A draft will be published in April and it is due to be rolled out from 2022.
The education minister said she was concerned there was a misunderstanding of the vision behind the curriculum.
The Welsh Local Government Association (WLGA) and the Association of Directors of Education in Wales (ADEW) raised their concerns in joint evidence to the Assembly's children, young people and education committee, which is reviewing how the reforms are progressing.
"It is likely that pupils' knowledge, understanding and skills development will be left to chance, i.e. relying heavily on the knowledge and experience of individual teachers as opposed to an entitlement defined by the curriculum," they said.
They said pupils without "strong family support" were at risk of missing out the most.
In the area of language and literacy learning, they said: "There are many high-level and grandiose themes at the expense of the nuts and bolts of language development - speaking, reading and writing."
Science and technology appeared to be "the least developed" area.

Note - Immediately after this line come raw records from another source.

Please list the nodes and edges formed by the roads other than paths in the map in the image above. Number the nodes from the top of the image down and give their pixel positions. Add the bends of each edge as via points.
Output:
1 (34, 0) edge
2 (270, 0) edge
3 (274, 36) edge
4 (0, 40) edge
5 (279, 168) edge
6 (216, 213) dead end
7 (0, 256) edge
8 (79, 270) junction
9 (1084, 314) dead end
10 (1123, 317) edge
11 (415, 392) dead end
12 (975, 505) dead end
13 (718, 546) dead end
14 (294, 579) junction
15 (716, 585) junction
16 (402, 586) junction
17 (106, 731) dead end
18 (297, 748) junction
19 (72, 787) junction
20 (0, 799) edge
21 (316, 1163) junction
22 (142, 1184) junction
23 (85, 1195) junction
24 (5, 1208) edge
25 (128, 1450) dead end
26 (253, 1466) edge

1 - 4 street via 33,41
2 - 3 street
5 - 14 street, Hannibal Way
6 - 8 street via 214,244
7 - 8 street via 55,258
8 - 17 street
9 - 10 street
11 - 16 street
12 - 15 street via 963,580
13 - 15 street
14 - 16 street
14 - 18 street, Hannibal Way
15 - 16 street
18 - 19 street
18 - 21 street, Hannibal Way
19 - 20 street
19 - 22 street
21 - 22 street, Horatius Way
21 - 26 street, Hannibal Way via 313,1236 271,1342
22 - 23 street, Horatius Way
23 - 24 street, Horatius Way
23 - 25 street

Although there had been some improvement, there remained poor communication with schools on the progress of reform, they added.
The new curriculum will be introduced in primary schools and the first year of secondary in 2022 - those pupils will all learn under the new curriculum as they move up the school years.
Any child currently in Year Three or below will be taught under the reformed system.
Schools and officials have been developing content for the draft curriculum.
Reality of reform
"The landscape is awash with experts getting 'excited' about curriculum reform," the WLGA and ADEW wrote.
"The reality is that workload-weary teachers will have to try to make it work on the ground."
They raised concerns that the number of reforms in schools potentially distracted from the actual teaching of children.
They also said:
- Maths was the best-defined area of the curriculum so far.
- It was a concern that "modern foreign languages, such as French, are not explicitly identified... they are referred to as 'other languages'. The lack of prominence is likely to undermine their importance in the curriculum".
- A lot of topics had been included in "humanities" but there was a "lack of sufficient detail".
- Physical and sporting development was not mapped out well and there was no mention of the word "sport".
- There was a "lack of clarity" around the expressive arts.
- February 2017: New Wales Donaldson curriculum facing 'challenges'
- January 2018: Making progress on new curriculum, says education secretary
- June 2018: Curriculum reform: 'Lessons to be learned from Scotland'
On Thursday, Education Minister Kirsty Williams appeared in front of the education committee and said progress on the new curriculum was "in a really good place".
The minister said the evidence from the WLGA and ADEW was "disappointing" and appeared to be based on out-of-date information.
She also said they had not raised concerns when there had been previous opportunities to do so.
She added: "I am concerned [what is being suggested] is in danger of taking us to a situation where we have long, detailed lists of content which is very much against the vision of what we're trying to achieve."
"Now clearly that is a matter of concern to me that there may be a misunderstanding of [that] vision."
Plaid Cymru committee member Sian Gwenllian said the Minister should "urgently consider" the "scathing criticism" and called for her to "come up with a plan to address this major problem about the lack of substance in the contents of the curriculum".